● Try it
In the listing below, find each line with the string "from" and return it.

● Input for this task
┌──
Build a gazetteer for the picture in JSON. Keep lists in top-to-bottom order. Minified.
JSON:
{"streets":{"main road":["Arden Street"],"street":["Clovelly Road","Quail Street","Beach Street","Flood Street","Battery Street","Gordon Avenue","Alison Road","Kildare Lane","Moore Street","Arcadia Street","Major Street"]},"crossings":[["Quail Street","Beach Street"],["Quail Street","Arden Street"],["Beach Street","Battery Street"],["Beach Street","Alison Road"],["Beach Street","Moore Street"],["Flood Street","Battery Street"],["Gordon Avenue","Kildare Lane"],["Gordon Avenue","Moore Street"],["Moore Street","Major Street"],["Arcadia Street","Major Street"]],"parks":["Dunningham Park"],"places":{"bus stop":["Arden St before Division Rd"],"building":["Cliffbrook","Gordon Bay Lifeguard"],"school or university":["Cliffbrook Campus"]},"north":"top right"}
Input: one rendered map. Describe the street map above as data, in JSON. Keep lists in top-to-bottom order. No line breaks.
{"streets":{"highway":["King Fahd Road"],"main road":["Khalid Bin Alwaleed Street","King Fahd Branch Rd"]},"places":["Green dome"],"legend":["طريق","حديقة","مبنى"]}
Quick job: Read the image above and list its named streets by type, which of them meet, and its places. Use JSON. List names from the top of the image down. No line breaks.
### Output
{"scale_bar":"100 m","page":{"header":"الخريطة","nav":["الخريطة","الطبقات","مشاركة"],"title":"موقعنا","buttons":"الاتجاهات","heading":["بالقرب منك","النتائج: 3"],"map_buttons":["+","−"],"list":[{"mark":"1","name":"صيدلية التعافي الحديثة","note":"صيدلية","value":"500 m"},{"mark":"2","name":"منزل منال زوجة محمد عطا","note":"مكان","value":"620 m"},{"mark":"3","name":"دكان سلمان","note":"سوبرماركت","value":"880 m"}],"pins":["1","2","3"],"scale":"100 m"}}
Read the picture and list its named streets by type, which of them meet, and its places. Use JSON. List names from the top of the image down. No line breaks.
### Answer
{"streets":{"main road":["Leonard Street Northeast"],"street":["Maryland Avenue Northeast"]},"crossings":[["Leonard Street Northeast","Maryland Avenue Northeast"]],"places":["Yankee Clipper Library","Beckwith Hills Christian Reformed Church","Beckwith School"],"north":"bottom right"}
└──
● Expected output
Quick job: Read the image above and list its named streets by type, which of them meet, and its places. Use JSON. List names from the top of the image down. No line breaks.
Read the picture and list its named streets by type, which of them meet, and its places. Use JSON. List names from the top of the image down. No line breaks.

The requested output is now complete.